Early in his tenure, Reagan cut taxes and created the means for the upward distribution of wealth. To finance this, he cut $110 billion from social programmes in his 1981 Budget. The Congressional Budget Office reported that almost half of this loss had to be borne by families that survived on under $10,000 a year - in other words, by the very poor. In 1983, the Census Bureau reported that poverty levels had increased to 15 per cent, so that 35 million Americans lived on poverty wages, a figure that had not been so bad since 1965. Faced with these facts, in 1986, Reagan told the nation: "I don't believe that there is anyone that is going hungry in America simply by reason of denial or lack of ability to feed them. It is by people not knowing where or how to get this help." The denial of reality marked Reagan's callous disregard for the Acquired Immune Deficiency Syndrome (AIDS) epidemic and for the slow erosion of federal protections for women's rights: on most issues, Reagan smiled and denied the question.

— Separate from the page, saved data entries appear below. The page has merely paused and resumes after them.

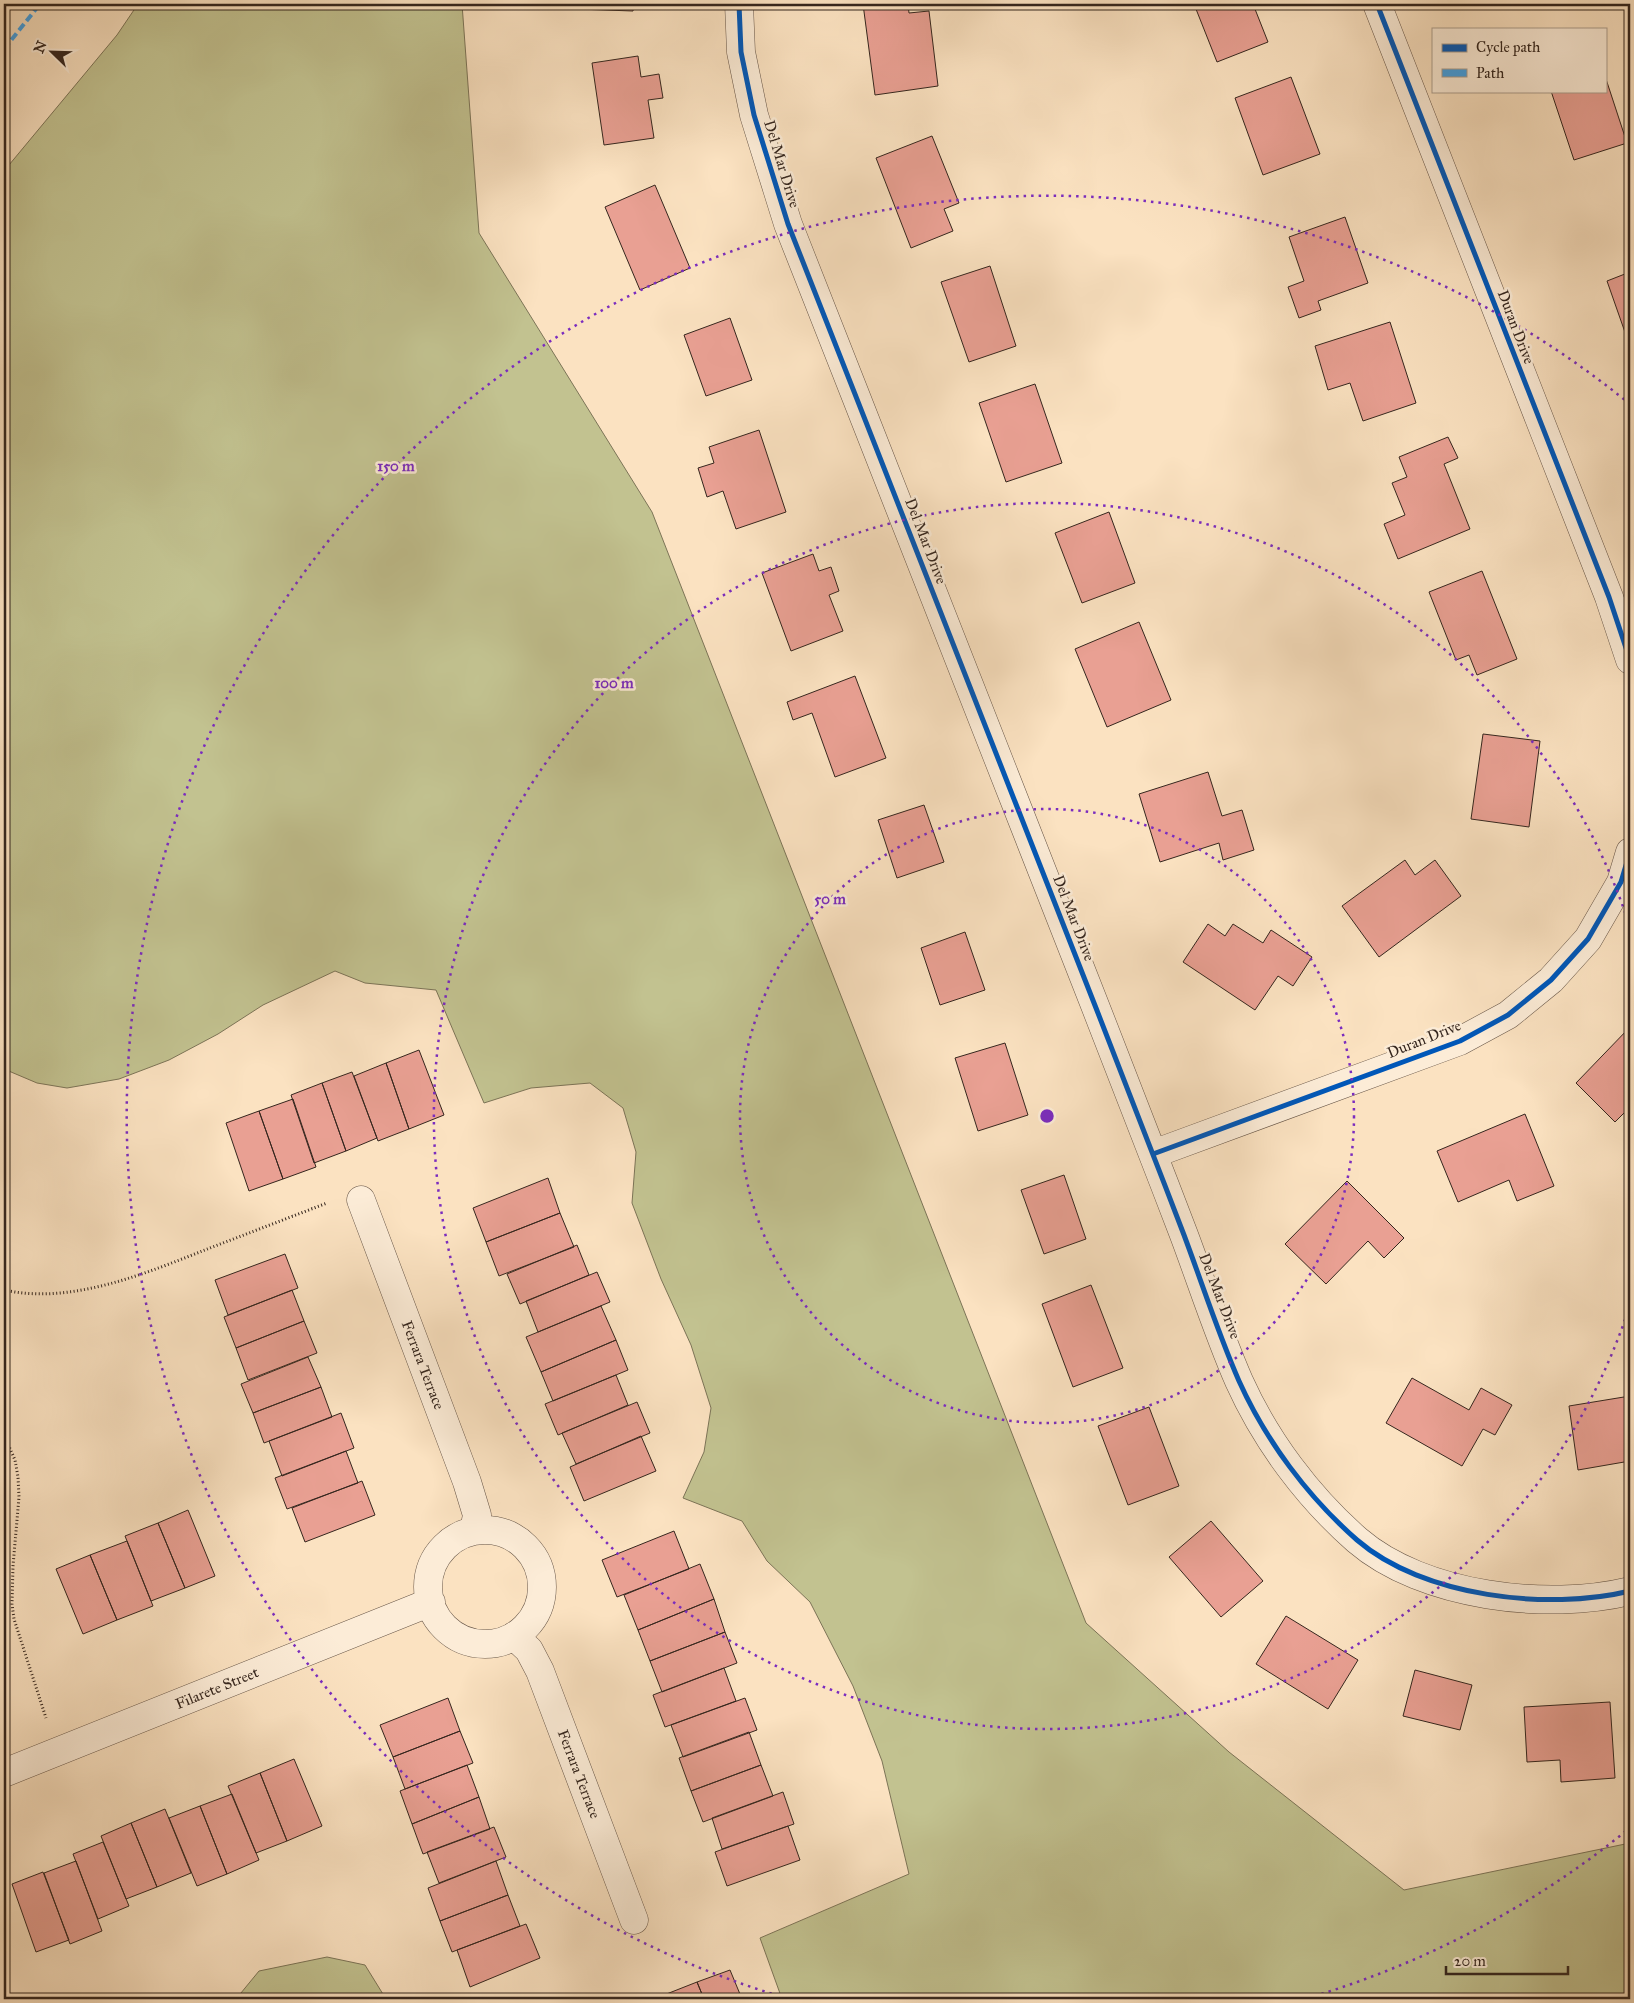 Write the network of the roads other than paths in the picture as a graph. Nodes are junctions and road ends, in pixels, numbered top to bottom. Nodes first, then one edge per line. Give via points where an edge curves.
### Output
1 (740, 4) edge
2 (1376, 4) edge
3 (1630, 660) edge
4 (1630, 852) edge
5 (1153, 1154) junction
6 (361, 1200) road end
7 (474, 1531) junction
8 (1630, 1591) edge
9 (430, 1602) junction
10 (514, 1636) junction
11 (4, 1773) edge
12 (634, 1920) dead end

1 - 5 street, Del Mar Drive via 741,52 754,115 788,224
2 - 3 street, Duran Drive via 1609,597
4 - 5 street, Duran Drive via 1621,882 1588,940 1551,980 1508,1015 1460,1041
5 - 8 street, Del Mar Drive via 1240,1382 1271,1441 1311,1494 1359,1541 1390,1563 1434,1582 1491,1595 1550,1601
6 - 7 street, Ferrara Terrace via 468,1482 477,1515
7 - 9 street via 453,1540 436,1558 430,1571
7 - 10 street via 498,1531 515,1538 529,1550 537,1564 542,1595 531,1620
9 - 10 street via 444,1626 467,1641 485,1644
9 - 11 street, Filarete Street
10 - 12 street, Ferrara Terrace via 529,1650 538,1665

In 1966, Reagan told his aide Stuart Spencer: "Politics is just like show business. You have a hell of an opening, coast for a while, and then have a hell of a close." The media made sure that Reagan had one hell of a close, but they did it as if his life was all about show business. In the blather, we forget that the Reagan Revolution bequeathed us with a world that is infinitely more dangerous and divided than ever before. George Bush Senior was a poor second act after Reagan left office. The true heir to Reagan is Bush's son, another fake cowboy with an attitude whose distaste for the world is matched by his desire to reshape it in his image. Reagan the original is gone. We are now characters in the serial.